This pipe carries water from upstream and discharges into the Cape Fear River in Wilmington. Before Chemours stopped discharging GenX into the river, this pipe was a source of the contamination, according to a former riverkeeper. (Photo: Lisa Sorg)
Chemours announced today it has filed a legal challenge to the EPA’s new health advisory goal for GenX, a type of toxic perfluorinated compound, alleging the agency’s decision is not grounded in the best available science.
Chemours petitioned the Third Circuit Court for a review. The court covers New Jersey and Pennsylvania, as well as Delaware, where the company is based.
Roughly 1 million North Carolinians in the Lower Cape Fear River Basin are routinely exposed to GenX in their drinking water. Chemours’s Fayetteville Works plant, on the Cumberland/Bladen county line, is the source of the contamination for more than 6,200 private drinking water wells and several public water supplies.
Based on toxicology studies, on June 15 the EPA announced a new and more stringent health advisory goal for GenX in drinking water: 10 parts per trillion, compared with an earlier threshold of 70 ppt. Health advisory goals are not legally enforceable, but states often adopt them outright. They can also use the goals as guidance to set their own thresholds.
EPA Administrator Michael Regan said last fall that a new GenX goal was pending, and that the science showed the compound is more toxic than previously thought.
Chemours alleges that the toxicity assessment, which serves as the basis for the health advisory, overstates the risk. Even before the EPA’s announcement last month, behind the scenes Chemours had been challenging the agency’s conclusions and asking for the toxicity assessment to be withdrawn and corrected.

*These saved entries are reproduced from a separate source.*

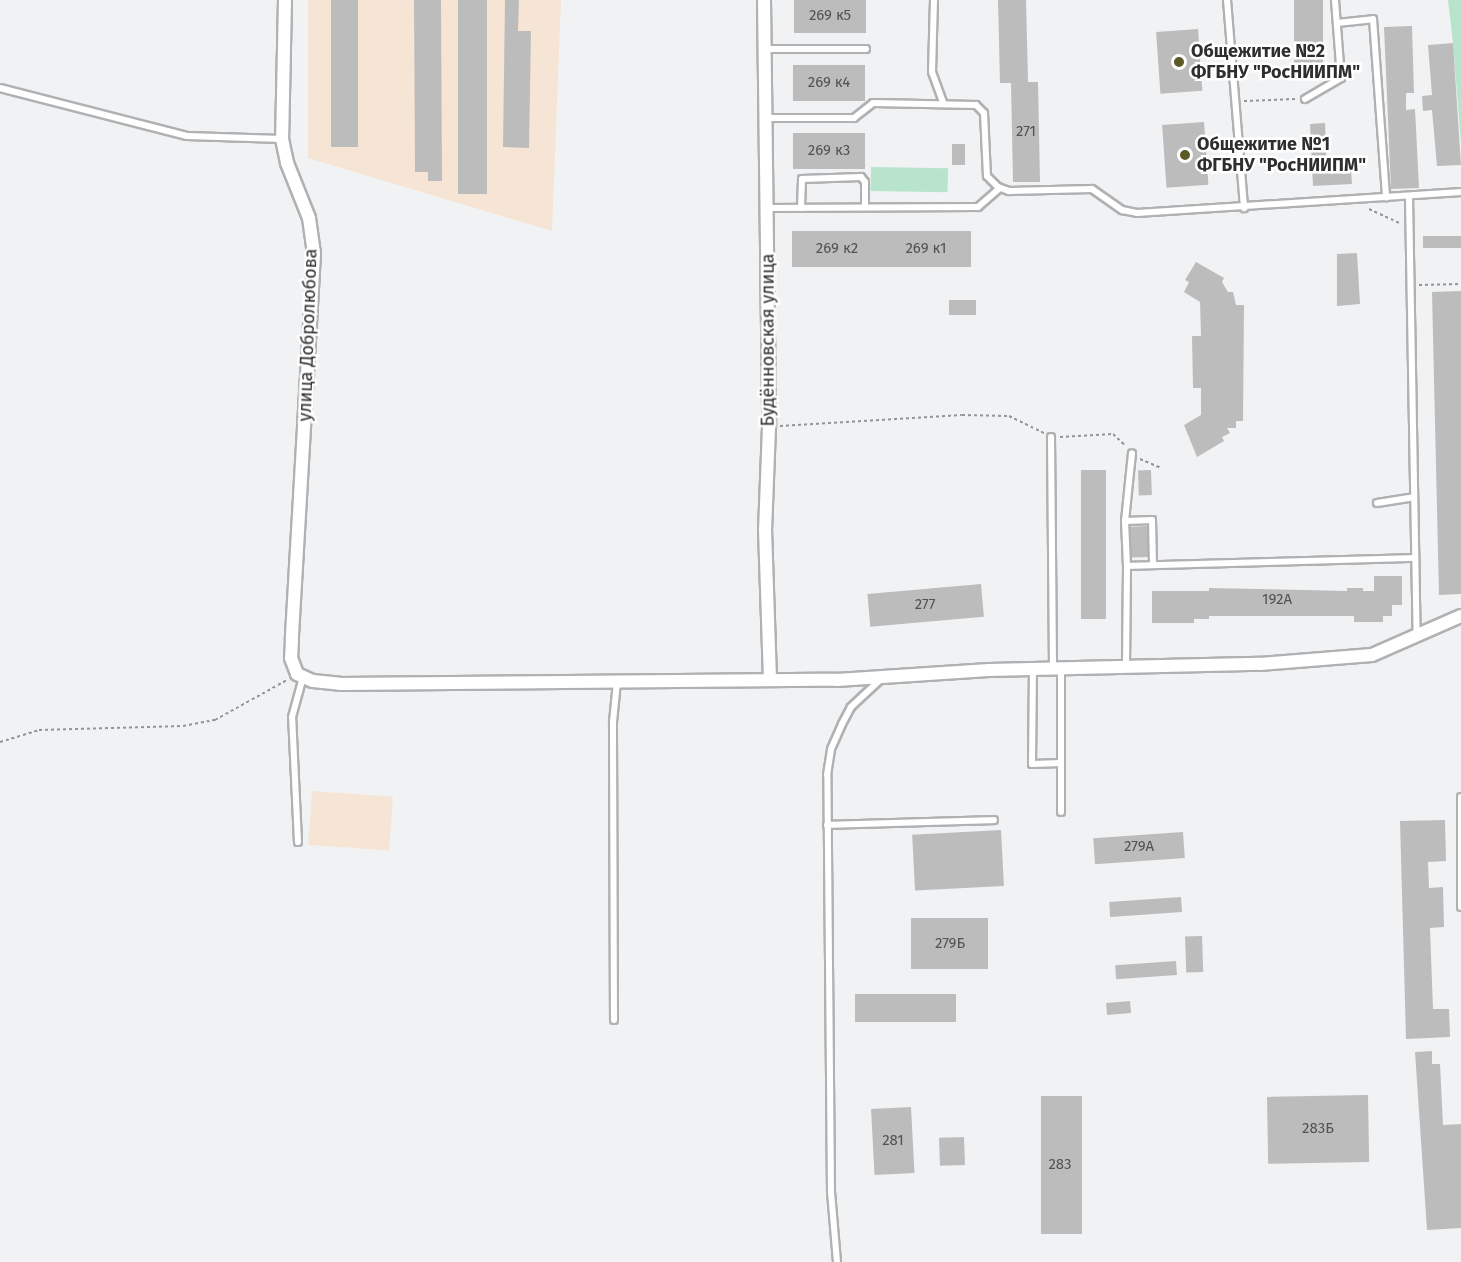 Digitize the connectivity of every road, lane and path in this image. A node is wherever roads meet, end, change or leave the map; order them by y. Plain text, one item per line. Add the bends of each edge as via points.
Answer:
1 (285, 0) edge
2 (764, 0) edge
3 (934, 0) edge
4 (1227, 0) edge
5 (1335, 0) edge
6 (1337, 23) junction
7 (766, 49) junction
8 (866, 49) dead end
9 (0, 88) edge
10 (1305, 99) joint
11 (1238, 101) junction
12 (943, 102) junction
13 (766, 118) junction
14 (282, 139) junction
15 (1000, 188) junction
16 (1461, 192) edge
17 (1408, 196) junction
18 (1386, 198) junction
19 (1361, 200) junction
20 (865, 207) junction
21 (768, 208) junction
22 (801, 208) junction
23 (1244, 208) junction
24 (1409, 228) junction
25 (1461, 284) edge
26 (1410, 285) junction
27 (769, 427) junction
28 (1051, 437) junction
29 (1132, 453) junction
30 (1161, 468) dead end
31 (1414, 497) junction
32 (1377, 503) dead end
33 (1125, 521) junction
34 (1415, 558) junction
35 (1153, 565) junction
36 (1127, 566) junction
37 (1461, 616) edge
38 (1417, 635) junction
39 (1126, 666) junction
40 (1033, 668) junction
41 (1057, 668) junction
42 (300, 676) junction
43 (884, 677) junction
44 (770, 680) junction
45 (618, 681) junction
46 (0, 742) edge
47 (1061, 763) junction
48 (1461, 797) edge
49 (1061, 812) dead end
50 (994, 820) dead end
51 (826, 825) junction
52 (298, 842) dead end
53 (1461, 907) edge
54 (614, 1020) dead end
55 (837, 1262) edge

1 - 14 street, улица Добролюбова
2 - 7 street, Будённовская улица
3 - 12 lane via 932,72
4 - 11 lane
5 - 6 lane
6 - 10 lane via 1341,78
6 - 18 lane via 1372,20
7 - 8 lane
7 - 13 street, Будённовская улица
9 - 14 lane via 187,136
10 - 11 path
11 - 23 lane
12 - 13 lane via 873,103 854,118
12 - 15 lane via 976,105 984,113 987,176
13 - 21 street, Будённовская улица
14 - 42 street, улица Добролюбова via 286,163 309,218 314,254 291,658
15 - 20 lane via 978,207
15 - 23 lane via 1092,189 1122,210 1137,213
16 - 17 lane
17 - 18 lane
17 - 24 lane
18 - 19 lane
19 - 23 lane
19 - 24 path via 1382,216
20 - 22 lane
20 - 22 lane via 864,178 839,177 802,178
21 - 22 lane
21 - 27 street, Будённовская улица
24 - 26 lane
25 - 26 path
26 - 31 lane
27 - 28 path via 962,415 1009,417
27 - 44 street, Будённовская улица via 765,529
28 - 29 path via 1113,434
28 - 41 lane
29 - 30 path
29 - 33 lane
31 - 32 lane
31 - 34 lane
33 - 35 lane via 1152,520
33 - 36 lane
34 - 35 lane
34 - 38 lane
35 - 36 lane
36 - 39 lane
37 - 38 street
38 - 39 street via 1372,655 1260,664
39 - 41 street
40 - 41 street
40 - 43 street
40 - 47 lane via 1032,764
41 - 47 lane
42 - 45 street via 340,684
42 - 46 path via 215,720 183,726 39,730
42 - 52 lane via 292,717
43 - 44 street
43 - 51 lane via 851,707 831,749
44 - 45 street
45 - 54 lane via 613,722
47 - 49 lane
48 - 53 lane
50 - 51 lane
51 - 55 lane via 831,1180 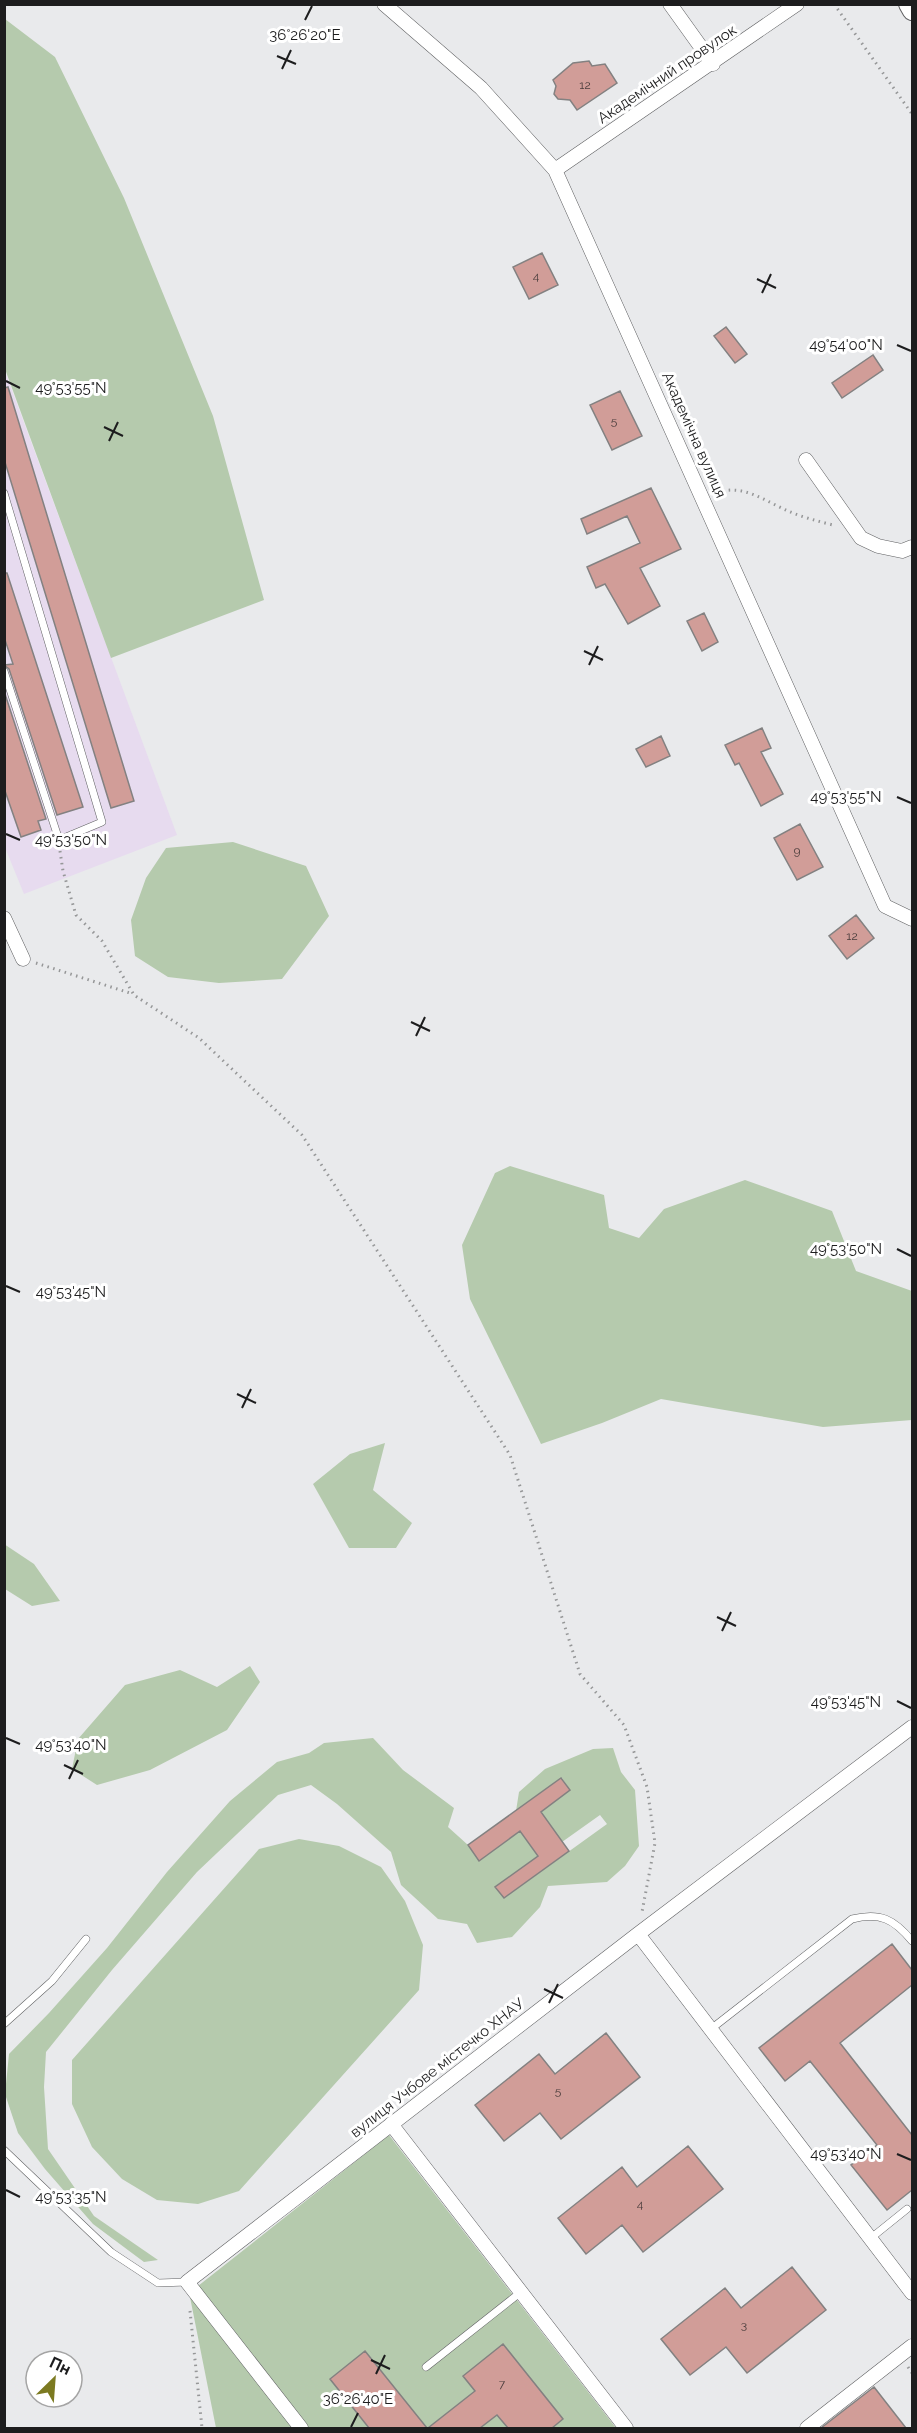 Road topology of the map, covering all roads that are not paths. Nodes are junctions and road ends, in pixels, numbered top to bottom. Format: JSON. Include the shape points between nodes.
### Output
{"nodes":[{"id":1,"x":384,"y":4,"type":"edge"},
{"id":2,"x":670,"y":4,"type":"edge"},
{"id":3,"x":797,"y":4,"type":"edge"},
{"id":4,"x":908,"y":4,"type":"edge"},
{"id":5,"x":912,"y":11,"type":"edge"},
{"id":6,"x":713,"y":64,"type":"junction"},
{"id":7,"x":555,"y":170,"type":"junction"},
{"id":8,"x":806,"y":460,"type":"dead end"},
{"id":9,"x":4,"y":493,"type":"edge"},
{"id":10,"x":912,"y":547,"type":"edge"},
{"id":11,"x":4,"y":671,"type":"edge"},
{"id":12,"x":4,"y":918,"type":"edge"},
{"id":13,"x":912,"y":919,"type":"edge"},
{"id":14,"x":23,"y":958,"type":"road end"},
{"id":15,"x":912,"y":1727,"type":"edge"},
{"id":16,"x":638,"y":1934,"type":"junction"},
{"id":17,"x":86,"y":1940,"type":"dead end"},
{"id":18,"x":912,"y":1941,"type":"edge"},
{"id":19,"x":4,"y":2024,"type":"edge"},
{"id":20,"x":711,"y":2029,"type":"junction"},
{"id":21,"x":391,"y":2124,"type":"junction"},
{"id":22,"x":4,"y":2150,"type":"edge"},
{"id":23,"x":908,"y":2209,"type":"dead end"},
{"id":24,"x":871,"y":2238,"type":"junction"},
{"id":25,"x":187,"y":2282,"type":"junction"},
{"id":26,"x":521,"y":2292,"type":"junction"},
{"id":27,"x":912,"y":2293,"type":"edge"},
{"id":28,"x":912,"y":2346,"type":"edge"},
{"id":29,"x":426,"y":2367,"type":"dead end"},
{"id":30,"x":301,"y":2428,"type":"edge"},
{"id":31,"x":626,"y":2428,"type":"edge"},
{"id":32,"x":807,"y":2428,"type":"edge"}],
"edges":[{"from":1,"to":7,"type":"street","name":"Академічна вулиця","via":[[481,88]]},
{"from":2,"to":6,"type":"street"},
{"from":3,"to":6,"type":"street","name":"Академічний провулок"},
{"from":4,"to":5,"type":"street"},
{"from":6,"to":7,"type":"street","name":"Академічний провулок"},
{"from":7,"to":13,"type":"street","name":"Академічна вулиця","via":[[885,906]]},
{"from":8,"to":10,"type":"street","via":[[861,538],[878,546],[902,550]]},
{"from":9,"to":11,"type":"lane","via":[[102,822],[59,840]]},
{"from":12,"to":14,"type":"street"},
{"from":15,"to":16,"type":"street","name":"вулиця Учбове містечко ХНАУ"},
{"from":16,"to":20,"type":"street"},
{"from":16,"to":21,"type":"street","name":"вулиця Учбове містечко ХНАУ"},
{"from":17,"to":19,"type":"lane","via":[[52,1981]]},
{"from":18,"to":20,"type":"lane","via":[[888,1918],[869,1915],[852,1919]]},
{"from":20,"to":24,"type":"street"},
{"from":21,"to":25,"type":"street","name":"вулиця Учбове містечко ХНАУ"},
{"from":21,"to":26,"type":"street"},
{"from":22,"to":25,"type":"lane","via":[[111,2252],[158,2283]]},
{"from":23,"to":24,"type":"lane"},
{"from":24,"to":27,"type":"street"},
{"from":25,"to":30,"type":"street"},
{"from":26,"to":29,"type":"lane"},
{"from":26,"to":31,"type":"street"},
{"from":28,"to":32,"type":"street"}]}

The chemical industry, including major manufacturers of PFAS, have consistently downplayed the toxicity of their perfluorinated products. In 2018, Chemours claimed GenX was safe in groundwater and drinking water at concentrations as high as 70,000 ppt. Chemours paid NC State University professor Damien Shea for supplementary material that supported the company’s conclusions.
(Shea, a professor of environmental toxicology, had previous testified in federal court as an expert witness on behalf of BP, claiming that data showed there was no harmful exposure from petroleum-related chemicals released from the Deep Horizon oil spill.)
Yet independent scientists, using rat and mouse studies, have consistently found links between GenX exposure and certain health conditions: reproductive problems, low birth weight, high cholesterol and several types of cancers. The EPA’s new assessment said the liver “is particularly sensitive” to the effects of GenX.
In a tense exchange before a congressional committee in 2019, Chemours President of Fluoroproducts Paul Kirschman said the company would not compensate people harmed by the company’s contamination.